Temasek Foundation Cares
- Company type: Non-profit
- Founded: 2009; 17 years ago
- Founders: Temasek Holdings
- Headquarters: Singapore
- Area served: Singapore
- Key people: Richard R Magnus (Chairman)
- Products: Bursaries; Grants; Study Awards;
- Services: Social services
- Website: www.temasekcares.org.sg

= Temasek Cares =

Singaporean charity

Temasek Cares CLG Ltd. is a Singaporean non-profit philanthropic organisation set up in 2009 to commemorate the 35th anniversary of Temasek Holdings. In 2016, it was renamed Temasek Foundation Cares.

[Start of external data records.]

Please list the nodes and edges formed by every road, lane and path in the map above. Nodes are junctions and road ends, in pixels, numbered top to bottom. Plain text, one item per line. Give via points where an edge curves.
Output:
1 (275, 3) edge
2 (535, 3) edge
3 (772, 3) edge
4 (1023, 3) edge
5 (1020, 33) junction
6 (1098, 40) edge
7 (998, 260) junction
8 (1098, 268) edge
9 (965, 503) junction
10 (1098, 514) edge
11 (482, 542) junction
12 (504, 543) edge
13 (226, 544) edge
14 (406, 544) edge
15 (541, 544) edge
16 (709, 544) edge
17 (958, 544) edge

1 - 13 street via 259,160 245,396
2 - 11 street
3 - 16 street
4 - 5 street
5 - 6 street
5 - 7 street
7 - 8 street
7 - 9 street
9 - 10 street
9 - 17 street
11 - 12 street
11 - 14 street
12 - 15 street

Backed by four endowments, Temasek Cares' stated goal was to improve the lives of the underprivileged in Singapore. It has aided nearly 17,600 individuals in Singapore over the last five years.

==History==
In March 2014, Temasek up a new endowment fund of S$40 million to commemorate its 40th anniversary. The new Temasek Emergency Preparedness Fund (T-PREP Fund) was administered by Temasek Cares.

===2013/2014===

In 2013/2014, S$6.7 million was committed to supporting 4,750 beneficiaries through 18 new programmes. New initiatives for the year included programmes that support children with learning and development delays and programmes that help adults with mental challenges.

===2012/2013===

In 2012/2013, S$4.55 million in grants were committed to 14 programmes including new and differentiated models of care for over 4,700 Singaporeans and their families.

===2011/2012===

In 2011/2012, more than S$3.33 million were committed to fund 15 programmes for more than 3,750 under-privileged individuals in Singapore. Supported programmes include those that reach out to Singaporeans with mental challenges, children with learning and developmental delays, abused women and their children, and frail elderly requiring long-term care.

===2010/2011===

In 2010/2011, Temasek Cares committed grants of S$3.07 million in total to support 3,000 direct beneficiaries through 15 programmes, of which 11 were new or pilot programmes.

=== 2009 ===
Temasek Cares CLG Ltd was founded in 2009 through a grant of S$100 million to the Temasek Trust, an initial endowment gift to fund Singapore community programmes. An additional endowment of $70 million –renamed as the Ee Peng Liang Endowment and the Balaji Sadasivan Endowment –was received on its first anniversary. The S$35 million Ee Peng Liang Endowment is designated for building the capability of the special needs sector.

==Programmes and partnership==
Temasek Cares partners with various established organisations to support existing programmes or to develop new programmes.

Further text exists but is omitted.